Dads are likely on the minds of many this morning, as it is Father’s Day. I’m sure there are more than a few folks out there who plan to spend time with their dad today. Cards and gifts will doubtless be passed along, food will probably be grilled, and patriarchs will be celebrated.
And much of that celebration will center on the primary roles dads play in our lives. Fathers offer support and discipline, love and wisdom, compassion and leadership. A father will hold you accountable when you need it, and offer forgiveness when you’ve made a mistake. I feel like these are some of the foremost traits of a good dad.
But there also the many small, secondary roles that fathers take on. All the practices and activities that could best be described simply as “dad stuff.”
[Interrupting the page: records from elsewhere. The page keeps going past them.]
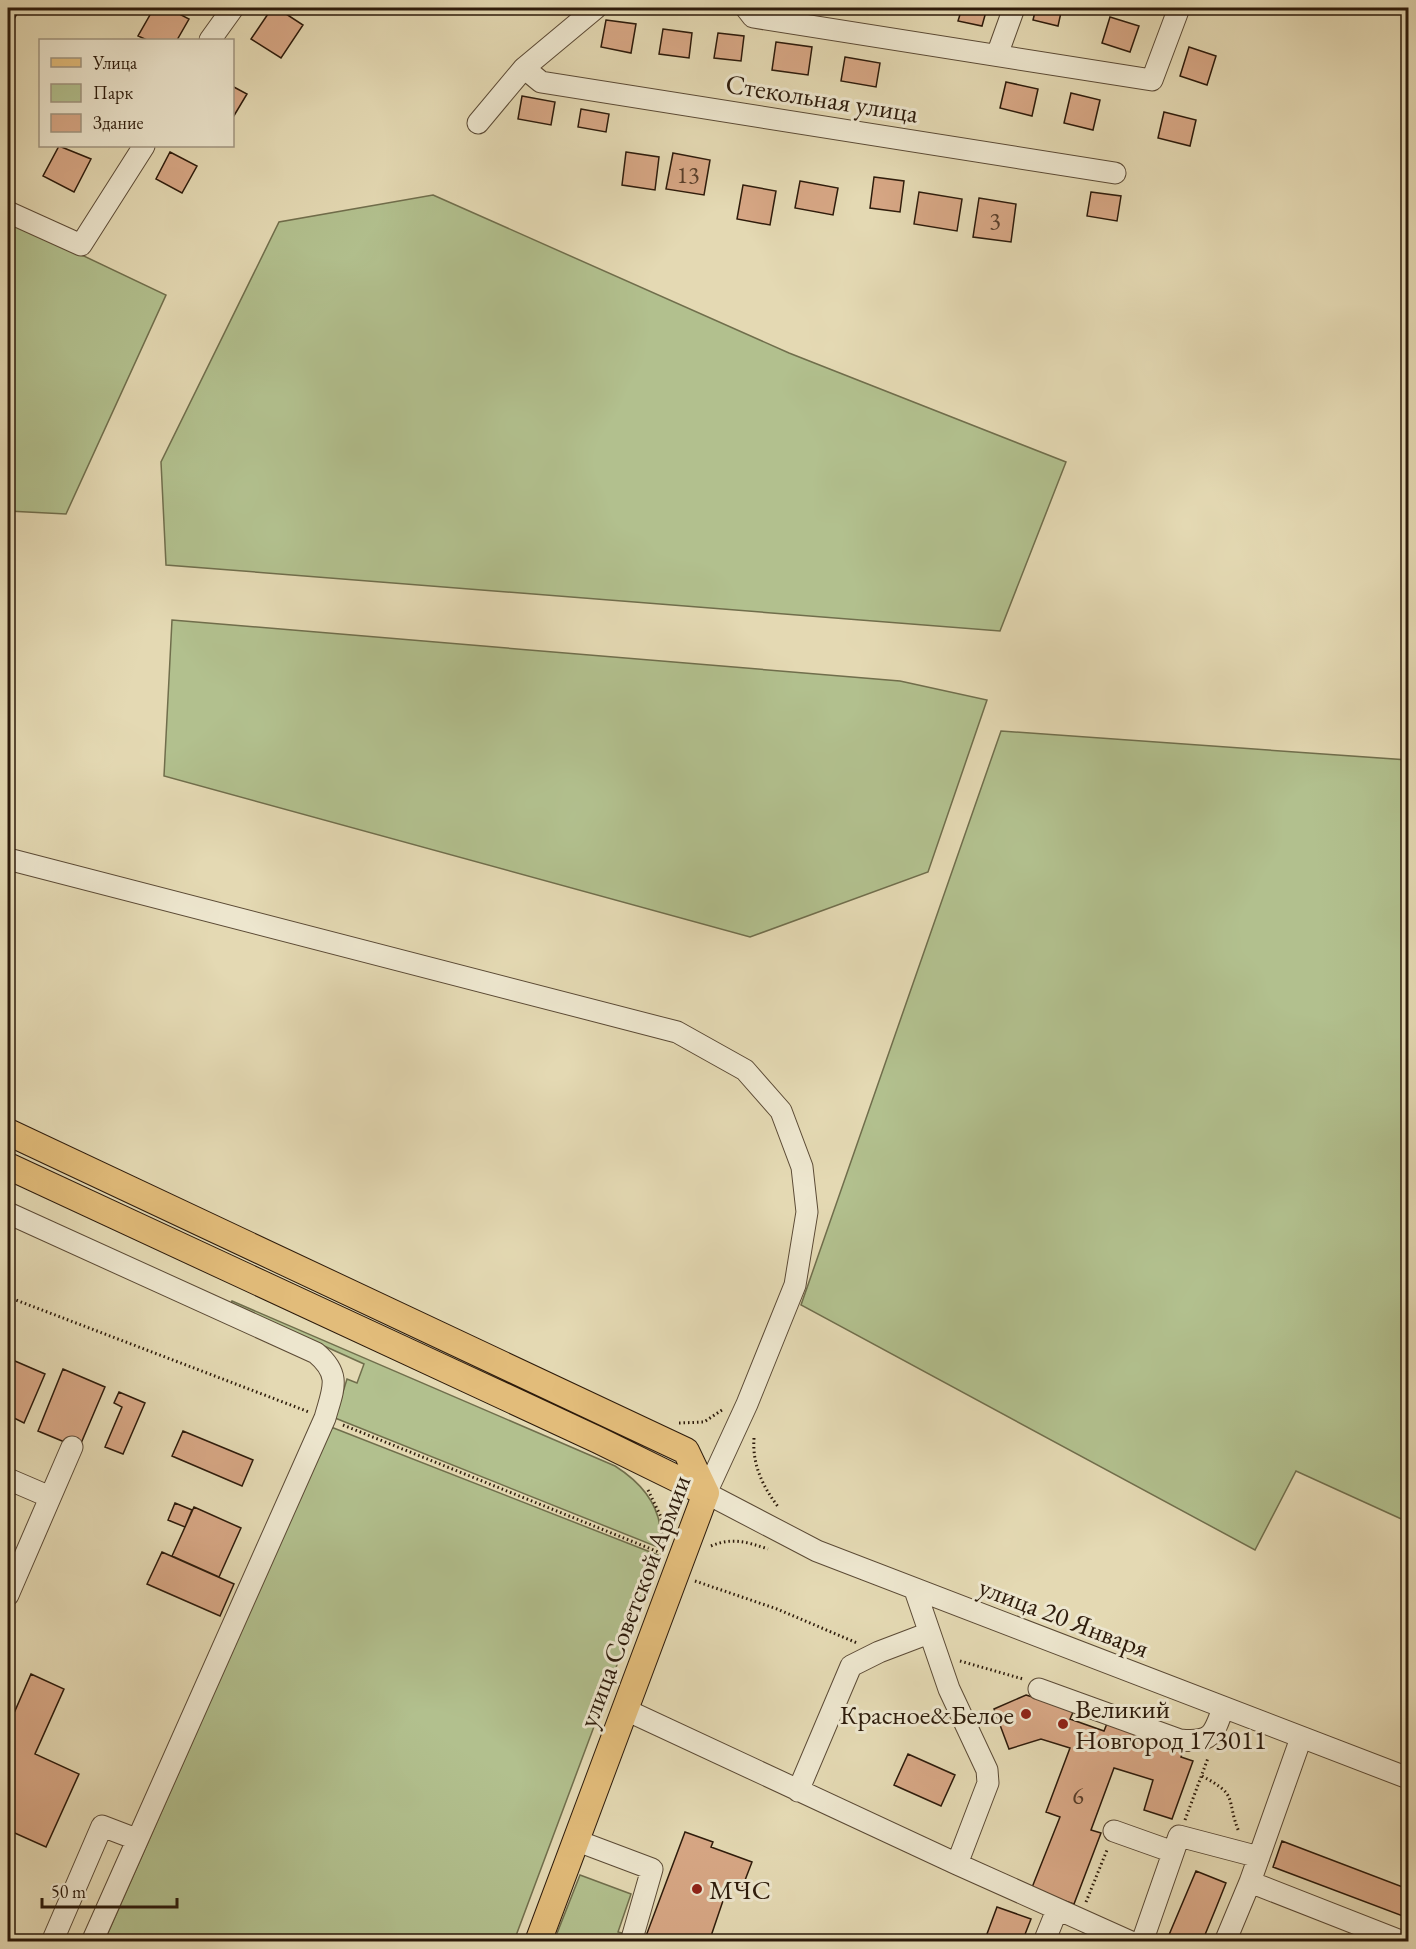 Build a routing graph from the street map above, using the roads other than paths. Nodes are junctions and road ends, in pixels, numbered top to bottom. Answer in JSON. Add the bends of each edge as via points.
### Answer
{"nodes":[{"id":1,"x":233,"y":8,"type":"edge"},
{"id":2,"x":596,"y":8,"type":"edge"},
{"id":3,"x":746,"y":8,"type":"edge"},
{"id":4,"x":1014,"y":8,"type":"edge"},
{"id":5,"x":1179,"y":8,"type":"edge"},
{"id":6,"x":211,"y":39,"type":"edge"},
{"id":7,"x":997,"y":55,"type":"junction"},
{"id":8,"x":524,"y":68,"type":"junction"},
{"id":9,"x":478,"y":123,"type":"dead end"},
{"id":10,"x":143,"y":147,"type":"edge"},
{"id":11,"x":1115,"y":173,"type":"dead end"},
{"id":12,"x":10,"y":219,"type":"edge"},
{"id":13,"x":8,"y":859,"type":"edge"},
{"id":14,"x":8,"y":1132,"type":"edge"},
{"id":15,"x":8,"y":1166,"type":"edge"},
{"id":16,"x":8,"y":1213,"type":"edge"},
{"id":17,"x":72,"y":1447,"type":"dead end"},
{"id":18,"x":8,"y":1479,"type":"edge"},
{"id":19,"x":706,"y":1493,"type":"junction"},
{"id":20,"x":50,"y":1497,"type":"junction"},
{"id":21,"x":915,"y":1590,"type":"junction"},
{"id":22,"x":8,"y":1595,"type":"edge"},
{"id":23,"x":929,"y":1633,"type":"junction"},
{"id":24,"x":1040,"y":1689,"type":"road end"},
{"id":25,"x":1222,"y":1708,"type":"junction"},
{"id":26,"x":624,"y":1709,"type":"junction"},
{"id":27,"x":1301,"y":1738,"type":"junction"},
{"id":28,"x":1408,"y":1778,"type":"edge"},
{"id":29,"x":798,"y":1791,"type":"junction"},
{"id":30,"x":1114,"y":1831,"type":"road end"},
{"id":31,"x":136,"y":1839,"type":"junction"},
{"id":32,"x":575,"y":1840,"type":"junction"},
{"id":33,"x":1176,"y":1844,"type":"junction"},
{"id":34,"x":1259,"y":1857,"type":"junction"},
{"id":35,"x":957,"y":1864,"type":"junction"},
{"id":36,"x":1250,"y":1882,"type":"junction"},
{"id":37,"x":1057,"y":1910,"type":"junction"},
{"id":38,"x":52,"y":1941,"type":"edge"},
{"id":39,"x":92,"y":1941,"type":"edge"},
{"id":40,"x":538,"y":1941,"type":"edge"},
{"id":41,"x":631,"y":1941,"type":"edge"},
{"id":42,"x":1044,"y":1941,"type":"edge"},
{"id":43,"x":1131,"y":1941,"type":"edge"},
{"id":44,"x":1142,"y":1941,"type":"edge"},
{"id":45,"x":1225,"y":1941,"type":"edge"},
{"id":46,"x":1403,"y":1941,"type":"edge"}],
"edges":[{"from":1,"to":6,"type":"street"},
{"from":2,"to":8,"type":"street"},
{"from":3,"to":7,"type":"street","via":[[753,17]]},
{"from":4,"to":7,"type":"street"},
{"from":5,"to":7,"type":"street","via":[[1152,80]]},
{"from":8,"to":9,"type":"street"},
{"from":8,"to":11,"type":"street","name":"Стекольная улица","via":[[541,82]]},
{"from":10,"to":12,"type":"street","via":[[81,245]]},
{"from":13,"to":19,"type":"street","name":"улица Советской Армии","via":[[677,1032],[745,1070],[781,1111],[802,1167],[807,1212],[795,1285]]},
{"from":14,"to":19,"type":"main road","via":[[686,1451]]},
{"from":15,"to":19,"type":"main road"},
{"from":16,"to":31,"type":"street","via":[[316,1353],[334,1374],[325,1418]]},
{"from":17,"to":20,"type":"street"},
{"from":18,"to":20,"type":"street"},
{"from":19,"to":21,"type":"street","name":"улица 20 Января","via":[[817,1551]]},
{"from":19,"to":26,"type":"main road","name":"улица Советской Армии","via":[[682,1582]]},
{"from":20,"to":22,"type":"street"},
{"from":21,"to":23,"type":"street"},
{"from":21,"to":25,"type":"street","name":"улица 20 Января"},
{"from":23,"to":29,"type":"street","via":[[851,1666]]},
{"from":23,"to":35,"type":"street","via":[[949,1689],[987,1770],[988,1783]]},
{"from":24,"to":25,"type":"street","via":[[1180,1740],[1205,1739],[1215,1732]]},
{"from":25,"to":27,"type":"street","name":"улица 20 Января"},
{"from":26,"to":29,"type":"street"},
{"from":26,"to":32,"type":"main road","name":"улица Советской Армии"},
{"from":27,"to":28,"type":"street","name":"улица 20 Января"},
{"from":27,"to":34,"type":"street"},
{"from":29,"to":35,"type":"street"},
{"from":30,"to":33,"type":"street"},
{"from":31,"to":38,"type":"street","via":[[102,1826]]},
{"from":31,"to":39,"type":"street"},
{"from":32,"to":40,"type":"main road","name":"улица Советской Армии"},
{"from":32,"to":41,"type":"street","via":[[652,1869]]},
{"from":33,"to":34,"type":"street"},
{"from":33,"to":44,"type":"street"},
{"from":34,"to":36,"type":"street"},
{"from":35,"to":37,"type":"street"},
{"from":36,"to":45,"type":"street"},
{"from":36,"to":46,"type":"street"},
{"from":37,"to":42,"type":"street"},
{"from":37,"to":43,"type":"street"}]}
For instance, dads are always at the ready to vanquish any leftover or otherwise ignored pizza crusts. OK, maybe that’s just me. But when we get takeout or delivery pizza, I always know that I’m going to have a few slices — plus at least three crusts left uneaten by my daughter. German philosopher Friedrich Nietzsche once said, “The true man wants two things: danger and play.” What he meant to say was, “The true man wants three things: danger, play and those pizza crusts, if you’re not going to eat them.”
Dads are also required, by a law that is unwritten but long understood, to help when the kids get a ball stuck in a tree. Now, as you know, the first step in extracting such a ball is to shake the lower limbs of the tree, in hopes of jostling the tree just enough that it releases the snared sphere. This almost never works. The next step is, of course, to get another ball and throw it at the first ball to knock it loose. The most probable result is that you will miss badly, but what’s nearly as likely is that the second ball will then also get stuck in the tree. That’s why any decent dad knows that the best way to get a ball unstuck from a tree is to throw a Wiffle bat at it. It has good surface length, is skinny enough to not get caught in the branches and won’t kill any of the kids if (when?) it falls back down and hits them on the head.
And dads are always available for lots of other secondary duties. Like knocking down wasp nests, haggling with ticket scalpers, changing the air filters in pushmowers, playing “King of the Float” at the pool, wearing cargo shorts, tipping barbers after a haircut, spreading mulch, telling jokes, spending $40 at a carnival game to win a $2 teddy bear, and insisting ballplayers from their era were superior to those in all other eras.
Dads will watch the thermostat like a hawk, keep up with gasoline prices with the fervor of a Wall Street day trader playing the stock market, call in to sports talk radio shows, stockpile batteries, read John Grisham books, quote Ric Flair, tie the fuses of multiple bottle rockets together when shooting fireworks on the Fourth of July, and say “Boy, we got here right on time” when a big crowd shows up at the restaurant after you’ve already sat down and placed your order.
Today’s a day when we celebrate fathers for all the important things they do. But the small stuff is pretty fun, too.
Maybe I’ll snag a few extra pizza crusts today.